U.S. Rep. John Katko, a former federal prosecutor who said last year that Chauvin kneeling on Floyd's neck for 9 minutes was "absolutely an intentional killing," said the officer-turned-convicted murderer has been held accountable for his actions.
"While this verdict is welcome news, the work is not done," Katko, R-Camillus, said. "Our nation must continue having difficult conversations and take the tough, but necessary steps to embrace long-overdue reforms that better relationships between law enforcement and the communities they serve."
Katko has sought to work with members of both parties on police reform legislation, but there have been disagreements over certain provisions in competing proposals. The ideas floated by the Syracuse-area congressman include a greater emphasis on community policing, enforceable standards for police departments and penalties for law enforcement agencies that don't abide by the federal guidelines.
When the House voted on a Democratic police reform proposal, Katko said it was "partisan" and opposed the measure.
State Sen. John Mannion also acknowledged the need for policing reforms. New York has adopted several reforms, and Gov. Andrew Cuomo issued an executive order requiring local law enforcement agencies to develop reform plans. Those plans were due April 1.
Mannion, D-Geddes, said he's hopeful that Chauvin's conviction will bring closure to Floyd's family.
"Two things can be true at the same time — police officers are public servants who keep our communities safe while the institution of policing needs to be reimagined and redefined," he said. "Successful police reforms that protect the community and our officers will only come through respectful and ongoing dialogue. I will continue to work as a facilitator and participant in these conversations."
In the aftermath of Floyd's murder last year, there were marches and protests in central New York. There were several demonstrations in Syracuse and rallies were also held in Auburn.
The largely peaceful protests called for action and reform. In Auburn, local law enforcement leaders marched with attendees.
But the demand for action goes beyond policing. Activists also called for an end to systemic racism in other institutions, such as education and housing.
Khalid Bey, a Syracuse city councilor and mayoral candidate, said Chauvin's conviction not only holds the former officer accountable for his actions, but it shows "the progress we are making in the fight for equality."

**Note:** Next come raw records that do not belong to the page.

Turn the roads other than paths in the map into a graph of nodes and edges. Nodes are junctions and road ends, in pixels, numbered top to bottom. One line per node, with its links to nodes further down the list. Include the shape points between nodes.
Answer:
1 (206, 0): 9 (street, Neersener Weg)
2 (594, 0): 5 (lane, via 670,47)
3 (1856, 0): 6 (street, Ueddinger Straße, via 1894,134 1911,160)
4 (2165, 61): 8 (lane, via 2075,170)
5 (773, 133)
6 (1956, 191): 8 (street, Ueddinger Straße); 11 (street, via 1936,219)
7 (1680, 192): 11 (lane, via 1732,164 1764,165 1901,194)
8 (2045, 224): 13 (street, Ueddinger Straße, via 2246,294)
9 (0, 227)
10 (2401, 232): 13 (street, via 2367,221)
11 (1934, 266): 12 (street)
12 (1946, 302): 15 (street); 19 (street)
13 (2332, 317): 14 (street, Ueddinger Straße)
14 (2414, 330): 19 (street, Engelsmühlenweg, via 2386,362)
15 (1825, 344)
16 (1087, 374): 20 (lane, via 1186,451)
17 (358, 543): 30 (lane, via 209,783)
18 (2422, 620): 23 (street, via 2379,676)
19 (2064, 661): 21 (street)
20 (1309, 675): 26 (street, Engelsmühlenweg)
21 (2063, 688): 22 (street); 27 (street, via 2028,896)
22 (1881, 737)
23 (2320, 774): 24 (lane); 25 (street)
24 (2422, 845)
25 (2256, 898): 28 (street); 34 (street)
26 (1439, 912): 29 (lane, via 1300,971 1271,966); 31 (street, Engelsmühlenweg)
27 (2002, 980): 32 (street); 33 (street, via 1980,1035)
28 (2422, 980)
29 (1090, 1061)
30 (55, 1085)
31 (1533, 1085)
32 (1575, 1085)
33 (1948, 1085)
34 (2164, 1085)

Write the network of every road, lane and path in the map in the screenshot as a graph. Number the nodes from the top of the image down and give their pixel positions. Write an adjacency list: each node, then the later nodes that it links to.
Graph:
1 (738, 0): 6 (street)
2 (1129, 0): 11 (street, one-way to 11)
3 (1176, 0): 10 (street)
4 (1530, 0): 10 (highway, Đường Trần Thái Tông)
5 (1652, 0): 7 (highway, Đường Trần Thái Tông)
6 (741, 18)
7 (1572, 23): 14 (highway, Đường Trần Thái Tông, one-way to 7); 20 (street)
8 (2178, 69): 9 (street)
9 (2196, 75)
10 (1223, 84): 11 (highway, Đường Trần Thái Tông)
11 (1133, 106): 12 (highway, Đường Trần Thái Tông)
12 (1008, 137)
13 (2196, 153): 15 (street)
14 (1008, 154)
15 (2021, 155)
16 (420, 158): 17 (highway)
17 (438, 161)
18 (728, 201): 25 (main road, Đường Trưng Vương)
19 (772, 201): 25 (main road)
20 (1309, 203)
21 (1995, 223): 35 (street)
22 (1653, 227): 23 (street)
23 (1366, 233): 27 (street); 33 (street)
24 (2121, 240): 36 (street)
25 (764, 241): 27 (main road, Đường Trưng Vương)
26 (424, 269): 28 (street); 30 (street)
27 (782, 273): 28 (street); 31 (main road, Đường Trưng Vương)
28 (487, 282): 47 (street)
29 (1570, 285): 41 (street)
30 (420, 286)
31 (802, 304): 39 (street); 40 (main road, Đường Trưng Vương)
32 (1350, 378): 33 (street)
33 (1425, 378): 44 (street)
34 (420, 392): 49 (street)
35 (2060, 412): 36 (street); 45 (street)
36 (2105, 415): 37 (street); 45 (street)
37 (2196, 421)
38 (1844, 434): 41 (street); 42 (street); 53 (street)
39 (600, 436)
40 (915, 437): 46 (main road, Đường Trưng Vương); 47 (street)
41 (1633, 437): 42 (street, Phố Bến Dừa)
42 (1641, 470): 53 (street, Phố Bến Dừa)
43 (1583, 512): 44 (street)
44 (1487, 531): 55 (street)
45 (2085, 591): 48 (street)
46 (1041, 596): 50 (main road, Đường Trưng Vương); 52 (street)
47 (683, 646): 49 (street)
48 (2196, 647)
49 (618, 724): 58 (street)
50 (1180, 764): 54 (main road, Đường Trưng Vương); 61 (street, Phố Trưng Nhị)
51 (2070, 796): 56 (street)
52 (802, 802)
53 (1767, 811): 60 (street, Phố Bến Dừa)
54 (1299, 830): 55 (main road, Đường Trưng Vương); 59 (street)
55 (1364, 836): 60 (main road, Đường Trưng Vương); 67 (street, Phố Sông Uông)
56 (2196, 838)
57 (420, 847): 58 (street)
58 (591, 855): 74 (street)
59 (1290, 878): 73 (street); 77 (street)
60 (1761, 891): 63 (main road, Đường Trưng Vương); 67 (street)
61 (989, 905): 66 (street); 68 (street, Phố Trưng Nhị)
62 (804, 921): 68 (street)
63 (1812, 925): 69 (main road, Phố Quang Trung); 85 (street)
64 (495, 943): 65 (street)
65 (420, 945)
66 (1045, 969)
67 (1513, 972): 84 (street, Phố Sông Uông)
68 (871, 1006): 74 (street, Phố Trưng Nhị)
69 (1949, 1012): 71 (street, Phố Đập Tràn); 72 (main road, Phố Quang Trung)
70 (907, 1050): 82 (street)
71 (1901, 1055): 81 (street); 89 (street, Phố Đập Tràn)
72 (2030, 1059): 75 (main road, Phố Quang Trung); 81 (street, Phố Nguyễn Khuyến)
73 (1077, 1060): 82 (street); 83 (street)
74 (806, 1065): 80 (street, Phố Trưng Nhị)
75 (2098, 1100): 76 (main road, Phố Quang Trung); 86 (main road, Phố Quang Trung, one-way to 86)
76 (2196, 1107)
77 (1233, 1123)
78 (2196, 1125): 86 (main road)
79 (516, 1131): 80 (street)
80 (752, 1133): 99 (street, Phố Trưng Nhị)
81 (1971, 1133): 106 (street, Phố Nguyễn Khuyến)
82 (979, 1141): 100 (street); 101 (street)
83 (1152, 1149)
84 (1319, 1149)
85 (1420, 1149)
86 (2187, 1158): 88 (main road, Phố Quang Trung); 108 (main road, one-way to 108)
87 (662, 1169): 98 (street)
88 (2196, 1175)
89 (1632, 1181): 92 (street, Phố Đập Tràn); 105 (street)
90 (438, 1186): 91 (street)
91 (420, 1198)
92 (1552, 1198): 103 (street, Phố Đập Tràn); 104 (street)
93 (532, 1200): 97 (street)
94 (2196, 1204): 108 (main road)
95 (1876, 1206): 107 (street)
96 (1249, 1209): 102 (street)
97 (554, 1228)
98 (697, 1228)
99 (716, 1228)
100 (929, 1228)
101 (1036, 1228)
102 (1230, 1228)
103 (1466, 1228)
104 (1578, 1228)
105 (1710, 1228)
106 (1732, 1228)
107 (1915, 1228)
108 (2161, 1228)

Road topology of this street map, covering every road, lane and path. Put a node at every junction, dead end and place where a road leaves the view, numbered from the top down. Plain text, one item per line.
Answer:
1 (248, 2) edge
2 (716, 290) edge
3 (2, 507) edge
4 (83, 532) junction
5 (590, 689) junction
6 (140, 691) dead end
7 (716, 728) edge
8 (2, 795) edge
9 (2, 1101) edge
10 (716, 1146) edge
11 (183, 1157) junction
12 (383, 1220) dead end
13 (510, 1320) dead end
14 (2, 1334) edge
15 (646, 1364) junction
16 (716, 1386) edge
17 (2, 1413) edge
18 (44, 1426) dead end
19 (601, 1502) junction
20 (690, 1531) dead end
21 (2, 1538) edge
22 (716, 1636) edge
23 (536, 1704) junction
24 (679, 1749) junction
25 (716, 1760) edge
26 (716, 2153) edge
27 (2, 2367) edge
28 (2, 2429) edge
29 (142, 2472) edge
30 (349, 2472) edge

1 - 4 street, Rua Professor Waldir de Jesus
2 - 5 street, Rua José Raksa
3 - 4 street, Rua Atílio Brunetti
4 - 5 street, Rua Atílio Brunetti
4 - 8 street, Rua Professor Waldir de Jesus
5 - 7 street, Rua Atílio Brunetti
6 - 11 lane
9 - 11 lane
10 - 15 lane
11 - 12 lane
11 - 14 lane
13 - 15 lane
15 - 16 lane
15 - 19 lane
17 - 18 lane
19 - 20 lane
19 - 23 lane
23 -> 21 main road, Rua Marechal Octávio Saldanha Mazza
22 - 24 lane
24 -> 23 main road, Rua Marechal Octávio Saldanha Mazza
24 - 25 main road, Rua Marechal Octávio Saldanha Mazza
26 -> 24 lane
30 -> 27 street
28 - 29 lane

"Do not be fooled, there is still a long way to go," said Bey, a Democrat. "Systemic racism still plagues every facet of our society. "We cannot stop here, and the justice system in our country still needs vast improvement and reformation. With that said, the guilty verdict represents a step in the right direction for healing of all those who have been wronged in the past. We will continue to say their names and fight for equality."